→ THE TASK:
Each entry that follows should be retyped exactly.

--- AVAILABLE DATA Enclosed Below ---

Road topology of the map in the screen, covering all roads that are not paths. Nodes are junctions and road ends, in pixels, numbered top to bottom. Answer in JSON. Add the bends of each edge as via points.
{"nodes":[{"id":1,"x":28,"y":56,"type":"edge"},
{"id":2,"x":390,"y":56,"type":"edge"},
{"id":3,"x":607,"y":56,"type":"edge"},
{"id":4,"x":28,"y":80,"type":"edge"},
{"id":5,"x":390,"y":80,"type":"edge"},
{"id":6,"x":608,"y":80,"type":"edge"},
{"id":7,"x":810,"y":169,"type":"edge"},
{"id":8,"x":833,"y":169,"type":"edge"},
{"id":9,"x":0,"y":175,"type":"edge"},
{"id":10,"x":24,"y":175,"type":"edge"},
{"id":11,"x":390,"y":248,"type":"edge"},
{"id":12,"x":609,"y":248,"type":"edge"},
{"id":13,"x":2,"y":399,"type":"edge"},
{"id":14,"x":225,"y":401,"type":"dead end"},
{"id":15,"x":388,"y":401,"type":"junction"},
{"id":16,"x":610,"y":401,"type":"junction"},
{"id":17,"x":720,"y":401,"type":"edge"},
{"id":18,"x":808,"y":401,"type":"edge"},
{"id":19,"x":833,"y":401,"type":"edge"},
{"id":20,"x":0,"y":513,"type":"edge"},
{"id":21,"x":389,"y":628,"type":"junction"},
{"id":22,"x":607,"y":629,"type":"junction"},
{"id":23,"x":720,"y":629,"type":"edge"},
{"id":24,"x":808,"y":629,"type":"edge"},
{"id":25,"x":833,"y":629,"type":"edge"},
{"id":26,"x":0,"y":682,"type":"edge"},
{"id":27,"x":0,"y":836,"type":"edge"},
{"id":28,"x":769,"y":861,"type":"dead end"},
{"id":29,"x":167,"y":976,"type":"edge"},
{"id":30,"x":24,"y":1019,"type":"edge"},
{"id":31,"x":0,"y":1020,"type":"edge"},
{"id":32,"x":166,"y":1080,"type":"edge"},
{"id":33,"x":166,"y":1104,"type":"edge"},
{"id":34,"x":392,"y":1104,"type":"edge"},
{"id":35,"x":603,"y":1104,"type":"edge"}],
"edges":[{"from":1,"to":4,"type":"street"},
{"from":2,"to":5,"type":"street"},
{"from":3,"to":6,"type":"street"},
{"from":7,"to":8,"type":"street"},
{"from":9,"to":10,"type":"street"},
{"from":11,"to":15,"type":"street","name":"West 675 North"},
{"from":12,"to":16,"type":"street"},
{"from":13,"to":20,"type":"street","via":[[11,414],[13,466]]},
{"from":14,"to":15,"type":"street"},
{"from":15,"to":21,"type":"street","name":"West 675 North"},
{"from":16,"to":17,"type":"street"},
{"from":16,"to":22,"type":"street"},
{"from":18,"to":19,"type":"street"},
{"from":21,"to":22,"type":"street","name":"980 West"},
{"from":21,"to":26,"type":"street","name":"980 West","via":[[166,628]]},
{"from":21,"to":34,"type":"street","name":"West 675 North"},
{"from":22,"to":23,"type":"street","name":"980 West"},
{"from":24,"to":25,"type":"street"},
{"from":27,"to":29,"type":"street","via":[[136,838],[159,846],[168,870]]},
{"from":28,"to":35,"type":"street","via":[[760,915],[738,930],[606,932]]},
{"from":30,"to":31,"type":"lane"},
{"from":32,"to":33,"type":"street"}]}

--- End of Enclosed AVAILABLE DATA ---

→ SOLVED PROBLEM:
Road topology of the map in the screen, covering all roads that are not paths. Nodes are junctions and road ends, in pixels, numbered top to bottom. Answer in JSON. Add the bends of each edge as via points.
{"nodes":[{"id":1,"x":28,"y":56,"type":"edge"},
{"id":2,"x":390,"y":56,"type":"edge"},
{"id":3,"x":607,"y":56,"type":"edge"},
{"id":4,"x":28,"y":80,"type":"edge"},
{"id":5,"x":390,"y":80,"type":"edge"},
{"id":6,"x":608,"y":80,"type":"edge"},
{"id":7,"x":810,"y":169,"type":"edge"},
{"id":8,"x":833,"y":169,"type":"edge"},
{"id":9,"x":0,"y":175,"type":"edge"},
{"id":10,"x":24,"y":175,"type":"edge"},
{"id":11,"x":390,"y":248,"type":"edge"},
{"id":12,"x":609,"y":248,"type":"edge"},
{"id":13,"x":2,"y":399,"type":"edge"},
{"id":14,"x":225,"y":401,"type":"dead end"},
{"id":15,"x":388,"y":401,"type":"junction"},
{"id":16,"x":610,"y":401,"type":"junction"},
{"id":17,"x":720,"y":401,"type":"edge"},
{"id":18,"x":808,"y":401,"type":"edge"},
{"id":19,"x":833,"y":401,"type":"edge"},
{"id":20,"x":0,"y":513,"type":"edge"},
{"id":21,"x":389,"y":628,"type":"junction"},
{"id":22,"x":607,"y":629,"type":"junction"},
{"id":23,"x":720,"y":629,"type":"edge"},
{"id":24,"x":808,"y":629,"type":"edge"},
{"id":25,"x":833,"y":629,"type":"edge"},
{"id":26,"x":0,"y":682,"type":"edge"},
{"id":27,"x":0,"y":836,"type":"edge"},
{"id":28,"x":769,"y":861,"type":"dead end"},
{"id":29,"x":167,"y":976,"type":"edge"},
{"id":30,"x":24,"y":1019,"type":"edge"},
{"id":31,"x":0,"y":1020,"type":"edge"},
{"id":32,"x":166,"y":1080,"type":"edge"},
{"id":33,"x":166,"y":1104,"type":"edge"},
{"id":34,"x":392,"y":1104,"type":"edge"},
{"id":35,"x":603,"y":1104,"type":"edge"}],
"edges":[{"from":1,"to":4,"type":"street"},
{"from":2,"to":5,"type":"street"},
{"from":3,"to":6,"type":"street"},
{"from":7,"to":8,"type":"street"},
{"from":9,"to":10,"type":"street"},
{"from":11,"to":15,"type":"street","name":"West 675 North"},
{"from":12,"to":16,"type":"street"},
{"from":13,"to":20,"type":"street","via":[[11,414],[13,466]]},
{"from":14,"to":15,"type":"street"},
{"from":15,"to":21,"type":"street","name":"West 675 North"},
{"from":16,"to":17,"type":"street"},
{"from":16,"to":22,"type":"street"},
{"from":18,"to":19,"type":"street"},
{"from":21,"to":22,"type":"street","name":"980 West"},
{"from":21,"to":26,"type":"street","name":"980 West","via":[[166,628]]},
{"from":21,"to":34,"type":"street","name":"West 675 North"},
{"from":22,"to":23,"type":"street","name":"980 West"},
{"from":24,"to":25,"type":"street"},
{"from":27,"to":29,"type":"street","via":[[136,838],[159,846],[168,870]]},
{"from":28,"to":35,"type":"street","via":[[760,915],[738,930],[606,932]]},
{"from":30,"to":31,"type":"lane"},
{"from":32,"to":33,"type":"street"}]}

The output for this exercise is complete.